Have you ever wished others could read your mind? If you dream long enough, and you live in West Africa, you just might be able to make it happen. Your clothes could announce your religion, political affiliation, or just about anything else, for you.
Most of us communicate with our clothing. We may not think about it when we get dressed in the morning, but the clothing we wear tells others something about the type of work we do, how affluent we are, and whether we are conservative or creative.
In West Africa, however, cloth has been both a sign of wealth and a form of communication, for as long as anyone can remember. Even formal clothes can send strong and overt messages. In this region, cloth is used to convey solidarity, preferences, social status, mood, and, even, political or religious views.
Talking cloth is a time-honored tradition in Côte d’Ivoire and Ghana, where adinkra and kente are both vibrantly expressive. Each of these fabrics has its own unique language of motif and color. Its patterns often represent ancient proverbs or provide commentary on important events.

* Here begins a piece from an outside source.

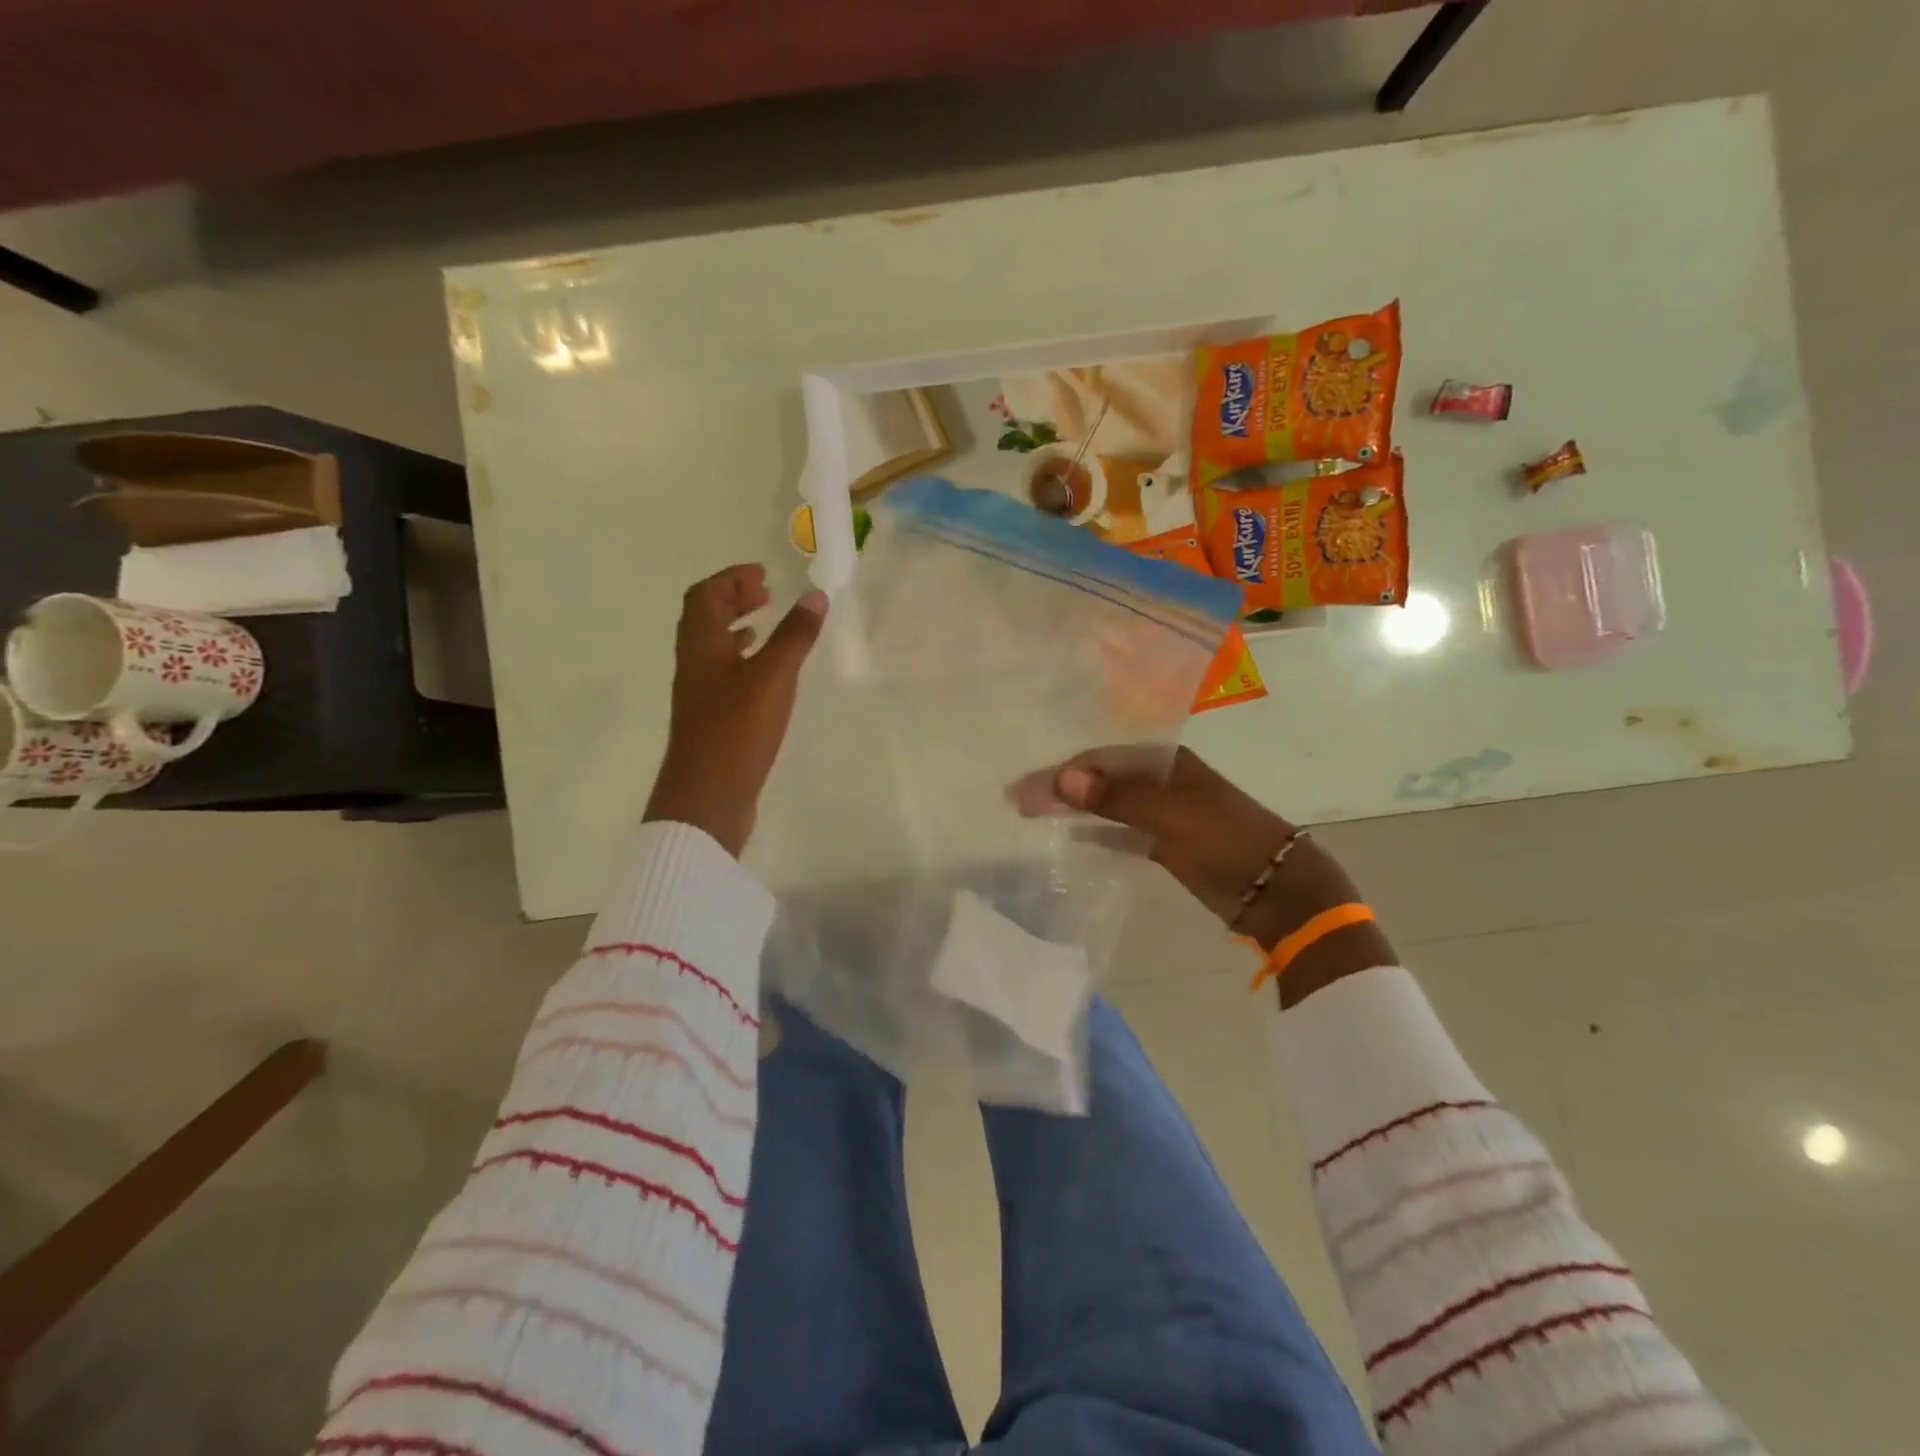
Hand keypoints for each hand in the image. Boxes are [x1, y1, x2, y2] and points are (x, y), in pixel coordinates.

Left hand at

Those who still remember the language of the cloth can read a litany into its colorful and elegant geometric designs. However, as more West Africans migrate from villages to cities, and inter-marry across tribal lines, fewer young people are learning to “read” traditional cloth.
This unfortunate reality does not herald the death of talking cloth. Far from it. Most West Africans still have a deep reverence for the value and artistry of traditional cloths. It is not unusual for a family to pull cherished, heirloom pagnes or kentes out of the closet for special occasions.

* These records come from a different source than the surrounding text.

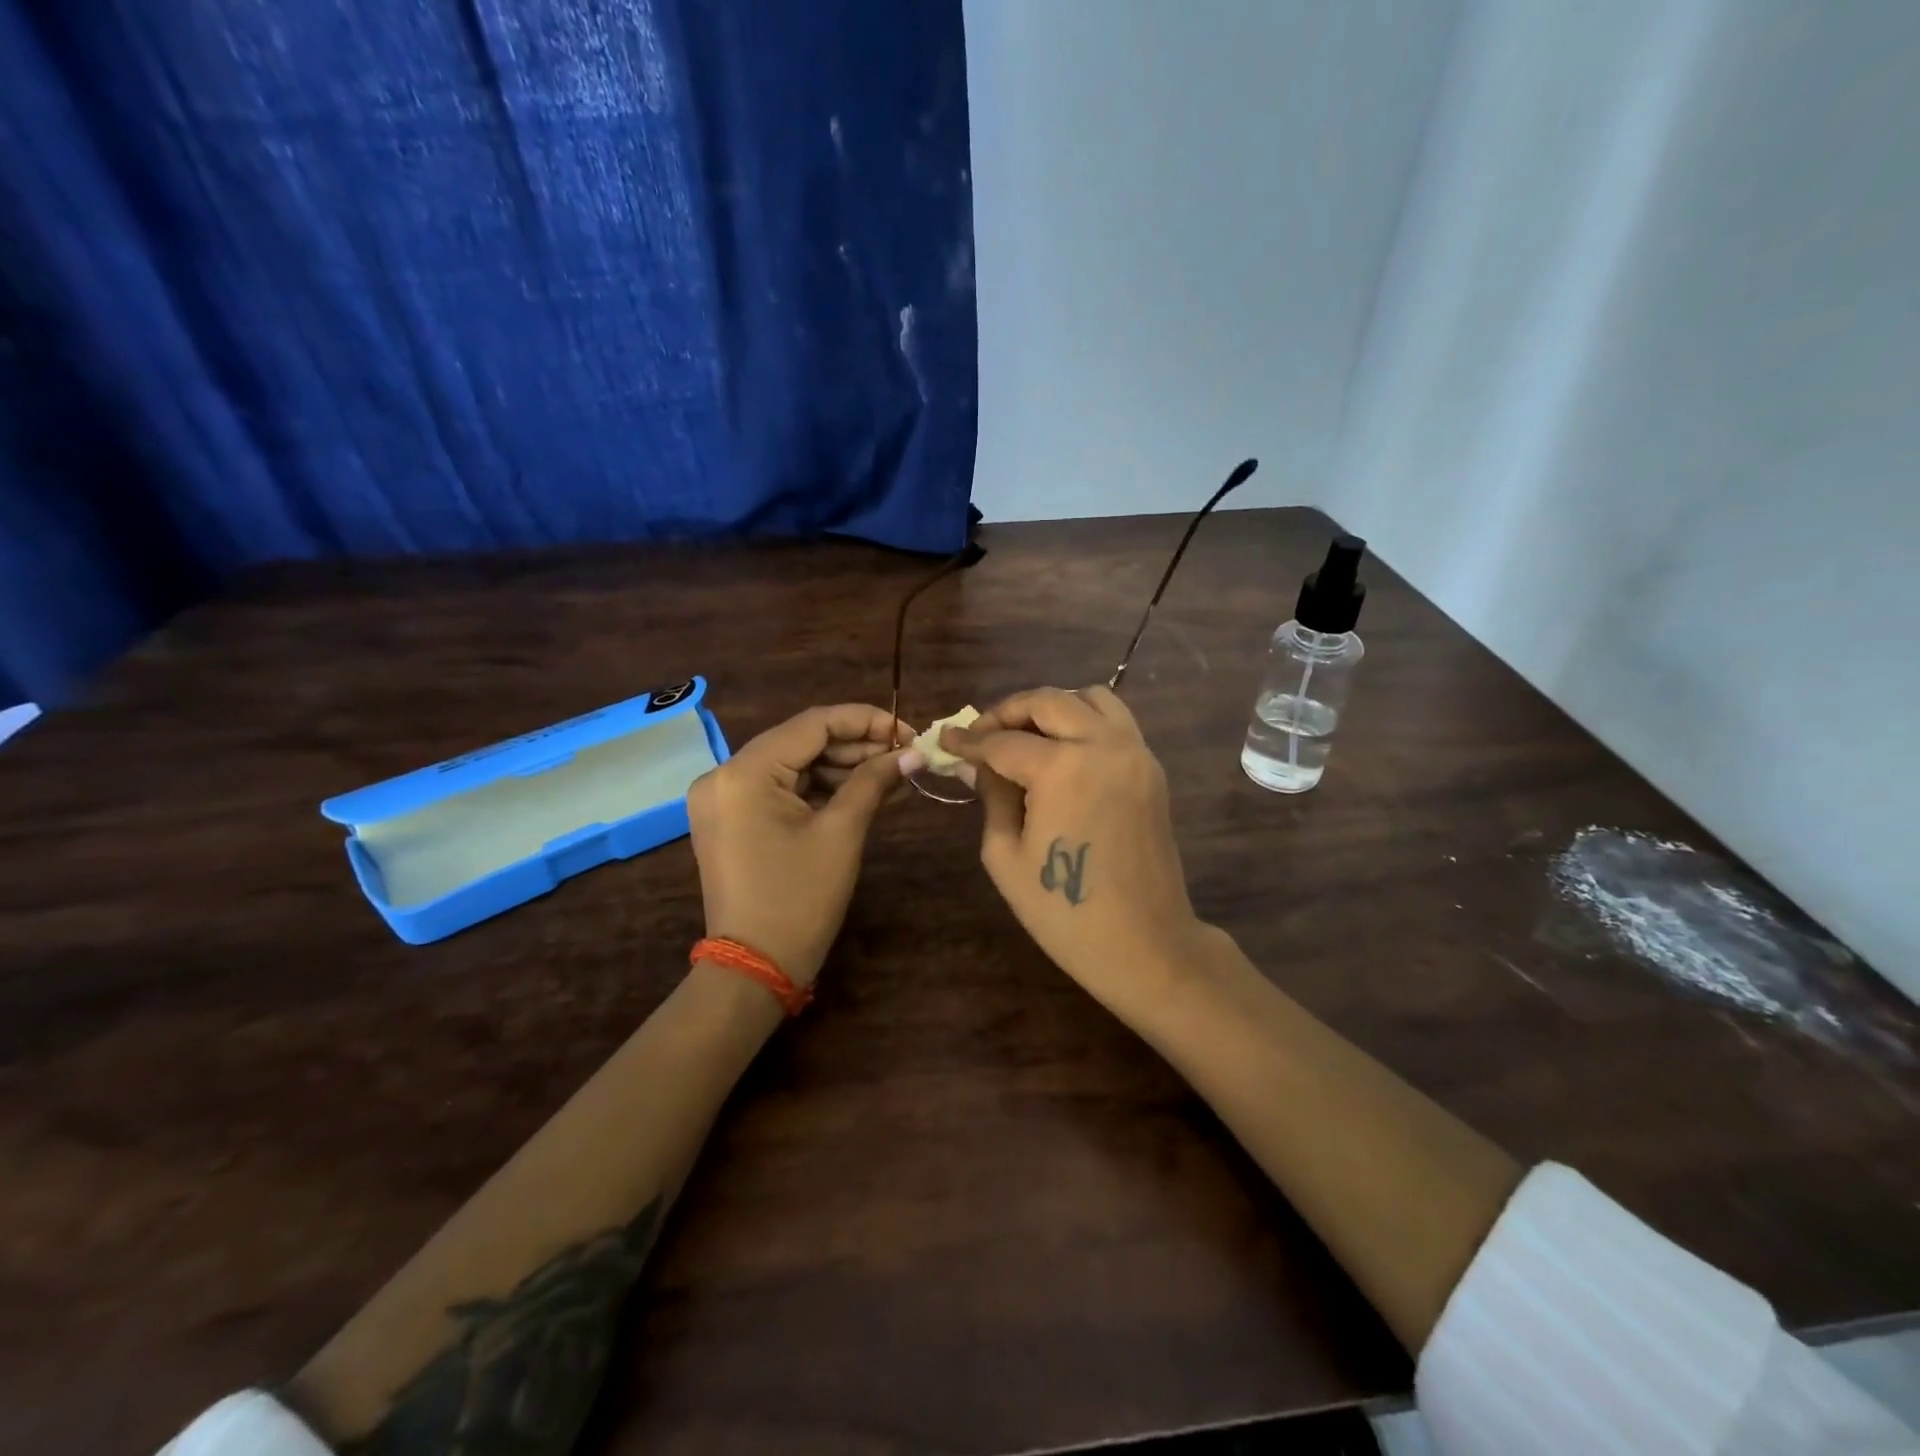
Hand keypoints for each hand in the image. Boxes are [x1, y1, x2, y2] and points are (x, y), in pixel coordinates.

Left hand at [686, 704, 914, 985]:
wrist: (755, 968)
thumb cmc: (800, 899)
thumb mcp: (842, 832)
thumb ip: (875, 780)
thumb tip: (913, 750)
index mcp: (744, 772)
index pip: (812, 724)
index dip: (865, 720)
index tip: (908, 729)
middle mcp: (724, 775)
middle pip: (801, 742)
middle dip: (856, 745)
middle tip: (906, 753)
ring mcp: (724, 798)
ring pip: (793, 765)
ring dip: (842, 767)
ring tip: (894, 773)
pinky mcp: (731, 819)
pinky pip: (781, 789)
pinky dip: (820, 789)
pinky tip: (863, 790)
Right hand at [945, 686, 1207, 1002]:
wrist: (1144, 944)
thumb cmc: (1064, 912)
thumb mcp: (1006, 856)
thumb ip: (992, 797)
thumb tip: (976, 764)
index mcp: (1062, 768)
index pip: (1003, 741)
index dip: (969, 741)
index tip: (947, 740)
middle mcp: (1103, 745)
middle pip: (1048, 701)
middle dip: (1008, 711)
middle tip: (983, 734)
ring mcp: (1134, 753)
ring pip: (1090, 698)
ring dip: (1052, 707)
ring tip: (1026, 735)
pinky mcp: (1151, 768)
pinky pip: (1116, 722)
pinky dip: (1085, 721)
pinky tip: (1063, 750)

Nonetheless, colorful, inexpensive, factory-produced wax prints have long been the medium of choice for day to day expression. It is not unusual to have a new range of wax print pagnes launched for International Women’s Day, Abissa, or even to support one’s favorite candidate in an upcoming election. There is a pagne for just about any opinion you can think of, from a love for Zouglou music, to raising awareness about HIV/AIDS.
“Modern” pagnes frequently have writing in French or English to overtly express the cloth’s meaning. However, the most commonly recognized traditional motifs and color significance are still maintained and respected. So, even in West Africa, the more things change, the more they stay the same… Telepathic fabric is alive and well and will inevitably be shared, in its new form, with the next generation.
Many thanks to artist, Lisa Kerpoe, who generously allowed us to display her beautiful “Motherhood” adinkra in this post. Ms. Kerpoe is based in San Antonio, Texas and creates paintings on cloth using water-based and mixed media techniques. She facilitates workshops throughout the United States and is an adjunct faculty member at the Southwest School of Art in San Antonio, Texas. To learn more about Ms. Kerpoe’s work, please visit her website at: http://www.lisakerpoe.com/.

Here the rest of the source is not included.